The prisoners were directed to the big new imposing Fremantle prison which was to act as home to some of them - especially those considered the most dangerous: the murderers, the rapists and the Irish! The remaining convicts were soon released into the care of farmers and artisans from all around the expanding colony and most became model citizens. Even the murderers and rapists seemed to reform under the great southern skies and considering the number of villains who had arrived, very few reappeared before judge and jury.
The Irish were in a class of their own though.

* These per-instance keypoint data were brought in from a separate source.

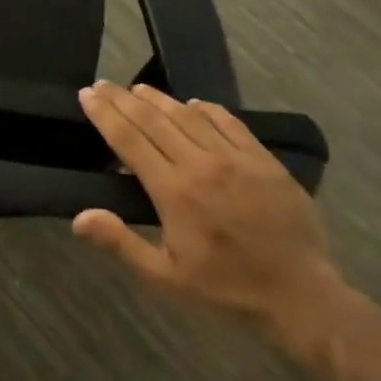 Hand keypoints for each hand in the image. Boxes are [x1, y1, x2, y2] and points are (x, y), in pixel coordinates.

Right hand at [74, 83, 339, 331]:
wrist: (300, 296)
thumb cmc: (224, 289)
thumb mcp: (165, 277)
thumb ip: (121, 243)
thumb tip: (80, 217)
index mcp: (174, 192)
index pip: (129, 140)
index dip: (105, 115)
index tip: (86, 95)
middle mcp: (202, 165)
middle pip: (154, 120)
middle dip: (123, 99)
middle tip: (102, 84)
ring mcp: (236, 159)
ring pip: (189, 116)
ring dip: (159, 99)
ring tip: (137, 88)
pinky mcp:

Amongst them there were poets, writers and charmers! JB O’Reilly stood out from the rest. One day, when they were on a work patrol in the main settlement, Kip ran over to him saying “Hi, my name is Kip. Do you want to come to my place and play?”
The Irishman was pleasantly taken aback by the innocence of the child replying “Well Kip, I’d really like to do that but unfortunately I have a previous engagement, perhaps another day?”
Kip, not to be deterred went on “My Dad makes boots and shoes. He’s so clever at doing that. And my best friend is Maali. Do you know her?”
“No lad. I haven’t had that honour yet.”
“She’s a Noongar girl. She and I have met some amazing animals and birds.” As he said the word amazing, his eyes widened to match his emotions.
“Well Master Kip, I’m surely looking forward to meeting your Pappy and your friend Maali. It seems to me that there’s a lot to learn in this new country of yours. Perhaps, if I may make so bold, I might be able to teach you a few Irish ballads and poems and tell you a few stories of my own.”
“That would be so good Mister ...?”
“John O’Reilly, but most people call me JB.” With that he extended his hand and warmly shook Kips.
“Move on back there Irish” shouted the guard at the head of the detail.
“I look forward to seeing you again soon Kip” JB winked.
“Me too, Mr O’Reilly,” and the young boy saluted as the Irishman was marched away with the others.